The central challenge of the industry is to process huge volumes of data a lot faster. It needs to be done using a much lower power draw per bit stored, processed, and moved. As more processing is pushed to the edge, the data from cars, robots, drones, and smart appliances will increasingly be processed in-device. This distributed model will help reduce network congestion and cyber threats.
Listed below are the top semiconductor and chip technology trends, as identified by GlobalData.
2019 proved grisly after the surging growth of the previous two years. The main problems are best understood in the context of uncertainty caused by the US-China trade war. Additionally there is overcapacity in the memory sector, lacklustre demand for processors at the world’s data centres, and flattening smartphone sales.
Overall, the industry will do well to grow by more than 4% in 2020. The outlook for advanced processors is not encouraging as data centre spending is only likely to show modest growth. Moreover, smartphone makers are likely to experience sluggish sales growth of 3% in 2020.
AI and algorithmic chips
AI systems need to process massive amounts of data quickly. The performance of general-purpose chips has improved sufficiently to kick-start a new generation of AI technology. However, they cannot keep up with the exponential increase in the volume of data that AI systems process. This has given rise to the advent of hardware-based acceleration via algorithmic-specific chips such as field-programmable gate arrays (FPGAs) and graphics processing units (GPUs).

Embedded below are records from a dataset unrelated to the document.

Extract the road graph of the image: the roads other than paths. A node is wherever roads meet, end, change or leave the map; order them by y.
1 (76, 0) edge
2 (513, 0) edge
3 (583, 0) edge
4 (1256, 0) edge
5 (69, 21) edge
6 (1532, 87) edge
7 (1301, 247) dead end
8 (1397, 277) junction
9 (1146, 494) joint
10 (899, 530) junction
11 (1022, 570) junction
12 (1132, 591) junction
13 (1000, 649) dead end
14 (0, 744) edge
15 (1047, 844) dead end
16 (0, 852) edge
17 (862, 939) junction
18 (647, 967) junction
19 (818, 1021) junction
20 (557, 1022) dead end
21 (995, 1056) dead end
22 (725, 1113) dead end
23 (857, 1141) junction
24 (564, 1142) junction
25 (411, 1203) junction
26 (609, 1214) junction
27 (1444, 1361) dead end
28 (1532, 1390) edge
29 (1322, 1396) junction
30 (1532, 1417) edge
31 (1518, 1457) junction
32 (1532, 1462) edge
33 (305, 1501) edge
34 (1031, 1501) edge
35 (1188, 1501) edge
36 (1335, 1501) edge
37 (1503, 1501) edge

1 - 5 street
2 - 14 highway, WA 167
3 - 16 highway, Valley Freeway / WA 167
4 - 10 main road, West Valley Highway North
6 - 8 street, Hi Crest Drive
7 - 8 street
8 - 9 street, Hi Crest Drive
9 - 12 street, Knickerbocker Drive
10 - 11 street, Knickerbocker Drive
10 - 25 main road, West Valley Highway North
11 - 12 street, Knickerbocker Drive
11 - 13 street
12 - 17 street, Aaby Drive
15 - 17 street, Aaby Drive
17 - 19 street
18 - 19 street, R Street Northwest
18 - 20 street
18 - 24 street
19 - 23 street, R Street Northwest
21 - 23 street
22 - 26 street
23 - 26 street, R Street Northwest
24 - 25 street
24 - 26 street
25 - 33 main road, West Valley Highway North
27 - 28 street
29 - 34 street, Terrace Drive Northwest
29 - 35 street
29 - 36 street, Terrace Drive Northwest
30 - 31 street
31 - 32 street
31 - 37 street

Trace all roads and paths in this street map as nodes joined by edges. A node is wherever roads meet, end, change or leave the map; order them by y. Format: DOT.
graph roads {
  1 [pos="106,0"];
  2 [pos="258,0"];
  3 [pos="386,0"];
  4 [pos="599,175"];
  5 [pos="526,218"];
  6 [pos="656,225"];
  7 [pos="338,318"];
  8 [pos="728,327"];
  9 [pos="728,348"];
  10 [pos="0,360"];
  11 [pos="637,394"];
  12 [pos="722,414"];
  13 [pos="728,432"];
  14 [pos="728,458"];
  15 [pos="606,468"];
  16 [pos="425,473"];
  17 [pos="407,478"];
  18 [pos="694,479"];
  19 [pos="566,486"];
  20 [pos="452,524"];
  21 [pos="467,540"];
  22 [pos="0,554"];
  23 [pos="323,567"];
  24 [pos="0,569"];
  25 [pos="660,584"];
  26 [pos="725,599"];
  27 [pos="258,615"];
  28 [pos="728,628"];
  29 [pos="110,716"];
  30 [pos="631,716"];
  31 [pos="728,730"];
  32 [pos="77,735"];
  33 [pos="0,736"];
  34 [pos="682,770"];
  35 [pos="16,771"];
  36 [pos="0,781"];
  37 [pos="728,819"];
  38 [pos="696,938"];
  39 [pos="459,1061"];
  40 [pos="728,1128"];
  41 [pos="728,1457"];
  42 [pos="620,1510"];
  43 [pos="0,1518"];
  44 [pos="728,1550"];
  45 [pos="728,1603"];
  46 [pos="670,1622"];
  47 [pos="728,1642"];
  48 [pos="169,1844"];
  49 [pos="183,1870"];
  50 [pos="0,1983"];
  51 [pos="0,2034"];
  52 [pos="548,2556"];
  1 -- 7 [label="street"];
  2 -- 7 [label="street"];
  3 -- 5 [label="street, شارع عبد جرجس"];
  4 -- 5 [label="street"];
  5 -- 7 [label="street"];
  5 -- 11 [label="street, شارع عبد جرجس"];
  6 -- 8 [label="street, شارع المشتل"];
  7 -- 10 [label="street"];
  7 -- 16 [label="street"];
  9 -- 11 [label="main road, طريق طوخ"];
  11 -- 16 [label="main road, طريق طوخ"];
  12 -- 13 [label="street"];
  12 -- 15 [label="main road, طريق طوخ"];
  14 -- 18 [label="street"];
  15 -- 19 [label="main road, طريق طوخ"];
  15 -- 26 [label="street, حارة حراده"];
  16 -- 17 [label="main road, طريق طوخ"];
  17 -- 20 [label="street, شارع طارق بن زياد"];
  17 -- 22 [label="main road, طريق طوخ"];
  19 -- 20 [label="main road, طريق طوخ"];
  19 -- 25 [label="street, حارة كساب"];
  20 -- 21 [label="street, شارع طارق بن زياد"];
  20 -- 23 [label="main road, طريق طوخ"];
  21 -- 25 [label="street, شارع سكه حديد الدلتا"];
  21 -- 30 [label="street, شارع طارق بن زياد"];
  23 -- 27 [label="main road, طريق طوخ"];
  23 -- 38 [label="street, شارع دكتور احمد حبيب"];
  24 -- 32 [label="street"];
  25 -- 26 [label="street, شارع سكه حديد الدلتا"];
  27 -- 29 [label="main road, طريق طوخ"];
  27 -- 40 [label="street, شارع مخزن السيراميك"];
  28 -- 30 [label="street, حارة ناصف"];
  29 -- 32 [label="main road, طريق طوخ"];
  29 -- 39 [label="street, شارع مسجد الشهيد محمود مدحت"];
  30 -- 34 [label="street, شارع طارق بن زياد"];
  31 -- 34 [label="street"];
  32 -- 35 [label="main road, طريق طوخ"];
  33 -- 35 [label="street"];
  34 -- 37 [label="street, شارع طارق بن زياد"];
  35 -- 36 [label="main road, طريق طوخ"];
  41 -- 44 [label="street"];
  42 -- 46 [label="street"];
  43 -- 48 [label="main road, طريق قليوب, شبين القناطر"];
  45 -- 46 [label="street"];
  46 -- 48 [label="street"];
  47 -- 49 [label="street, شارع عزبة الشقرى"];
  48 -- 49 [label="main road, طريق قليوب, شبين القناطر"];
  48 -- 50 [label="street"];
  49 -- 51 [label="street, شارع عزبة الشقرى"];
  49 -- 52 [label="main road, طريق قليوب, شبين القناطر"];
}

There is a high degree of specialisation among acceleration chip architectures. This specialisation and the popularity of AI itself have led to an arms race among chip manufacturers. They are seeking to solve AI problems on mobile devices, at the network edge, in the data centre, and on the public cloud platform.
The tsunami of real time data that will be spewed out by the IoT is driving significant research into new chip architectures, and materials, along with areas like silicon photonics. An increasing number of IoT devices will be armed with their own microcontrollers and analytics to make them less vulnerable. Cybersecurity will be vital to autonomous vehicles, factory and consumer robots, and drones..
Autonomous vehicles (AVs)
Modern vehicles with advanced driver-assistance systems features are networked supercomputers on wheels. Semiconductors will deliver 80% of the innovation required to move the industry to fully autonomous Level 5 vehicles.Given that most original equipment manufacturers (OEMs) have already decided on the main partners, the next couple of years will see competition intensify for design wins with the key OEMs.
The RISC-V Foundation now has over 300 active members, which are exploring the scope for developing open-source, license fee and royalty payment-free RISC processor templates for a wide range of applications. RISC-V is gathering momentum, but still has a long way to go.
The next two years will see the brisk adoption of RISCV. In 2020 it will probably be determined whether RISCV, can be fully exploited in China. Alibaba’s RISC-V based developments in IoT and inferential chips were accomplished before the block on US exports to Huawei.
The deployment of IoT devices significantly expands the potential attack surface for increasingly sophisticated state and private cyber attackers. The Meltdown and Spectre scandals of 2018 exposed chips’ weaknesses to cyberattack. Telecom companies could benefit from the association of 5G and VR. Telecom players are already investing in VR/AR, either through partnerships or in-house initiatives.
Over the next two years we expect only marginal progress. The industry must tighten security across the supply chain, including testing and packaging services, foundries, equipment makers and electronic design automation (EDA) suppliers.
In-house chip design
The tech giants are under increasing pressure to differentiate themselves. Consequently, they are abandoning traditional suppliers such as Intel and Qualcomm in favour of their own proprietary designs.The world will continue to move from general purpose processors to specific, precisely tailored hardware focused on software and algorithm optimisation. The tech giants will increasingly design chips in-house, as they seek to control the computational architecture of their different services.
Independent foundries will receive a boost from the profusion of design-only companies and from the tech giants designing their own chips. There is a big question mark over what China can achieve in advanced chip making over the next five years.
The world is expected to spend $50bn on new foundry projects over the next couple of years, with half earmarked for China. Foundries will continue to be challenged by the shrinking size of transistors, the increasing height of 3D stacked architectures deployed beyond Flash memories, and standard functional chiplets being designed into application-specific chip sets.
This is an edited extract from the Tech, Media, & Telecom Trends 2020 – Thematic Research report produced by GlobalData Thematic Research.